▶ [Task item]: With pictures removed, output every record below exactly as written.

▶ [Data]:

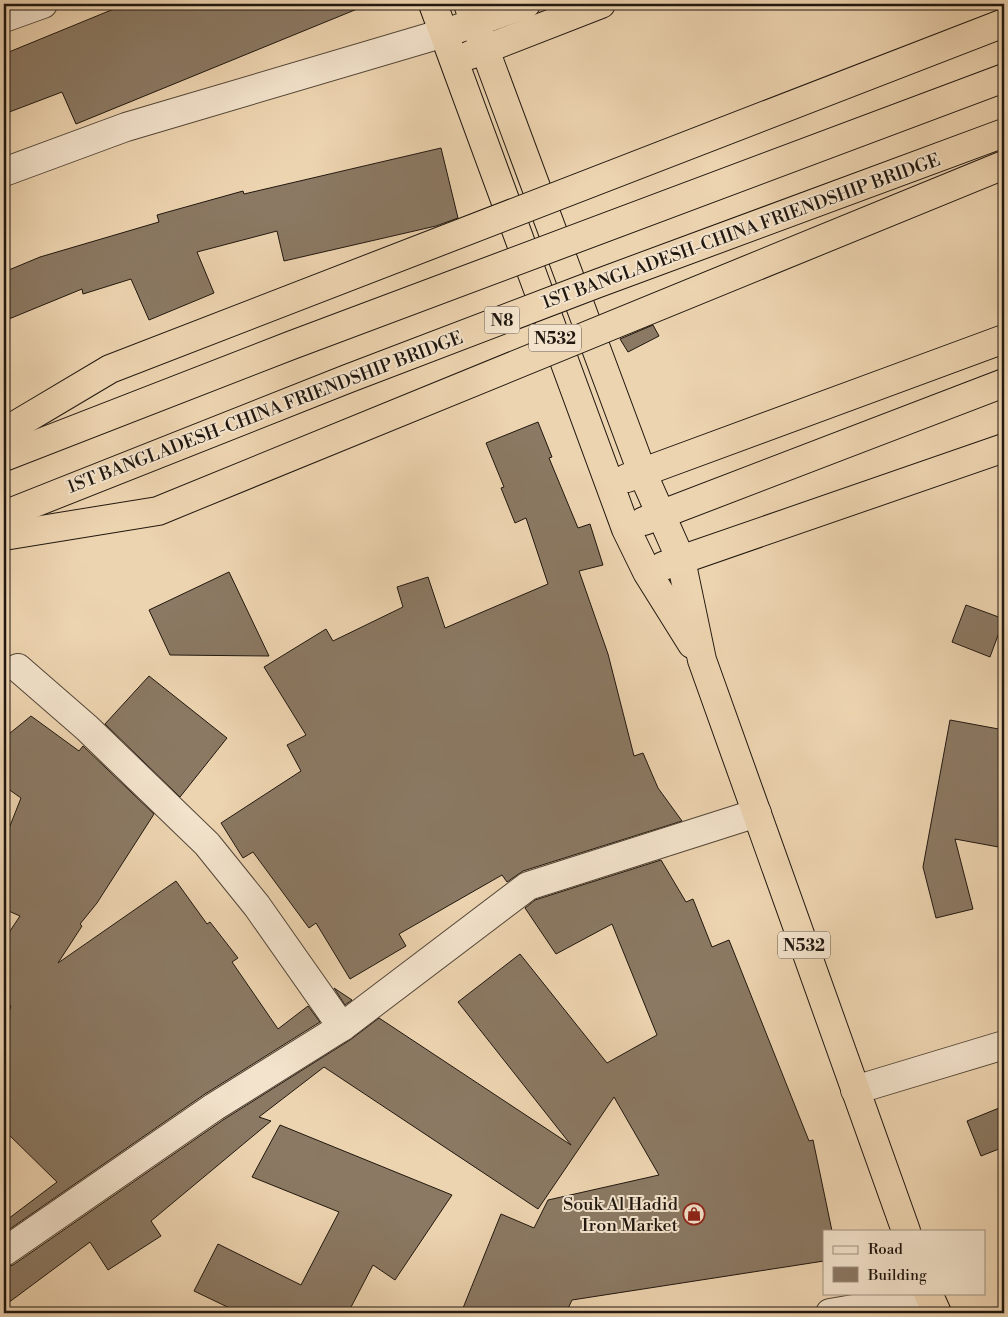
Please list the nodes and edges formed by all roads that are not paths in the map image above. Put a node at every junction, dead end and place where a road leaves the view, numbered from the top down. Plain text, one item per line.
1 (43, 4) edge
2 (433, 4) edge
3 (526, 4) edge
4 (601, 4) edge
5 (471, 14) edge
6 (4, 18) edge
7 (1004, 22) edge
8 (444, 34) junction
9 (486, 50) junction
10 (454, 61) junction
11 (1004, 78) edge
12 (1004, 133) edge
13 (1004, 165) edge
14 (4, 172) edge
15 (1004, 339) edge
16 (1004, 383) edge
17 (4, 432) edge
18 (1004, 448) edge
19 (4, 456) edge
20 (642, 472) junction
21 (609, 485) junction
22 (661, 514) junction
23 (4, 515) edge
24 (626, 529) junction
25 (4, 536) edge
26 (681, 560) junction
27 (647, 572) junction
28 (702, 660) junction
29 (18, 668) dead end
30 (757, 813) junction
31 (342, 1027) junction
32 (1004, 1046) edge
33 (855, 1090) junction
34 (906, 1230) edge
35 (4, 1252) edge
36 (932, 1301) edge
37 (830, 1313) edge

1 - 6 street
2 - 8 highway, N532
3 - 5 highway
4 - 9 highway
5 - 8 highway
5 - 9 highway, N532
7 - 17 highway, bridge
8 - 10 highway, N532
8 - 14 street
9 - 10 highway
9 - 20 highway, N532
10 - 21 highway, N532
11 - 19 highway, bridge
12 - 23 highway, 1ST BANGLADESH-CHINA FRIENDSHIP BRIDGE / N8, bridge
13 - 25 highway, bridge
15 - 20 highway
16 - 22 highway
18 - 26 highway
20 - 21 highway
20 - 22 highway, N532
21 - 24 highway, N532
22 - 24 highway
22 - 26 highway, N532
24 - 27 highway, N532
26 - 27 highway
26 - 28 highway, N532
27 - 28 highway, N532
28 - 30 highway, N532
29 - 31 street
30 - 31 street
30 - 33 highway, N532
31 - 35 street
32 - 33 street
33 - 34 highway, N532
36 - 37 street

▶ [Solution to this exercise]:
Please list the nodes and edges formed by all roads that are not paths in the map image above. Put a node at every junction, dead end and place where a road leaves the view, numbered from the top down. Plain text, one item per line.
1 (43, 4) edge
2 (433, 4) edge
3 (526, 4) edge
4 (601, 4) edge
5 (471, 14) edge
6 (4, 18) edge
7 (1004, 22) edge
8 (444, 34) junction
9 (486, 50) junction
10 (454, 61) junction
11 (1004, 78) edge
12 (1004, 133) edge
13 (1004, 165) edge
14 (4, 172) edge
15 (1004, 339) edge
16 (1004, 383) edge
17 (4, 432) edge
18 (1004, 448) edge
19 (4, 456) edge
20 (642, 472) junction
21 (609, 485) junction
22 (661, 514) junction
23 (4, 515) edge
24 (626, 529) junction
25 (4, 536) edge
26 (681, 560) junction
27 (647, 572) junction
28 (702, 660) junction
29 (18, 668) dead end
30 (757, 813) junction
31 (342, 1027) junction
32 (1004, 1046) edge
33 (855, 1090) junction
34 (906, 1230) edge
35 (4, 1252) edge
36 (932, 1301) edge
37 (830, 1313) edge

1 - 6 street
2 - 8 highway, N532
3 - 5 highway
4 - 9 highway
5 - 8 highway
5 - 9 highway, N532
7 - 17 highway, bridge
8 - 10 highway, N532
8 - 14 street
9 - 10 highway
9 - 20 highway, N532
10 - 21 highway, N532
11 - 19 highway, bridge
12 - 23 highway, 1ST BANGLADESH-CHINA FRIENDSHIP BRIDGE / N8, bridge
13 - 25 highway, bridge
15 - 20 highway
16 - 22 highway
18 - 26 highway
20 - 21 highway
20 - 22 highway, N532
21 - 24 highway, N532
22 - 24 highway
22 - 26 highway, N532
24 - 27 highway, N532
26 - 27 highway
26 - 28 highway, N532
27 - 28 highway, N532
28 - 30 highway, N532
29 - 31 street
30 - 31 street
30 - 33 highway, N532
31 - 35 street
32 - 33 street
33 - 34 highway, N532
36 - 37 street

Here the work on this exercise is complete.